— What to do —
Transcribe all of the listing exactly.

— Provided material —
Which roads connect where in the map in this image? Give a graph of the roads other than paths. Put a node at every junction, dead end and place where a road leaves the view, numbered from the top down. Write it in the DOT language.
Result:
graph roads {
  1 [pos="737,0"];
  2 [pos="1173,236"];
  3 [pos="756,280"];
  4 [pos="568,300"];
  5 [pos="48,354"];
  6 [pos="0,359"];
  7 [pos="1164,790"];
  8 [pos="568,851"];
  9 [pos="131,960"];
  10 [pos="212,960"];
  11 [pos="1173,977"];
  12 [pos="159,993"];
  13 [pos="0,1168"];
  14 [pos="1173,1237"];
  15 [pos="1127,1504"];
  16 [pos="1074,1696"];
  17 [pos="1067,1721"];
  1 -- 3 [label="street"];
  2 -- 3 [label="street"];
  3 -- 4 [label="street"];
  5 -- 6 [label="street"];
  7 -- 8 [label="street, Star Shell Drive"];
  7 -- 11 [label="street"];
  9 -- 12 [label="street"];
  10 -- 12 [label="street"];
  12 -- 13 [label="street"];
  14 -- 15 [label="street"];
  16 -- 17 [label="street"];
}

— Reply to the exercise —
Which roads connect where in the map in this image? Give a graph of the roads other than paths. Put a node at every junction, dead end and place where a road leaves the view, numbered from the top down. Write it in the DOT language.
Result:
graph roads {
  1 [pos="737,0"];
  2 [pos="1173,236"];
  3 [pos="756,280"];
  4 [pos="568,300"];
  5 [pos="48,354"];
  6 [pos="0,359"];
  7 [pos="1164,790"];
  8 [pos="568,851"];
  9 [pos="131,960"];
  10 [pos="212,960"];
  11 [pos="1173,977"];
  12 [pos="159,993"];
  13 [pos="0,1168"];
  14 [pos="1173,1237"];
  15 [pos="1127,1504"];
  16 [pos="1074,1696"];
  17 [pos="1067,1721"];
  1 -- 3 [label="street"];
  2 -- 3 [label="street"];
  3 -- 4 [label="street"];
  5 -- 6 [label="street"];
  7 -- 8 [label="street, Star Shell Drive"];
  7 -- 11 [label="street"];
  9 -- 12 [label="street"];
  10 -- 12 [label="street"];
  12 -- 13 [label="street"];
  14 -- 15 [label="street"];
  16 -- 17 [label="street"];
}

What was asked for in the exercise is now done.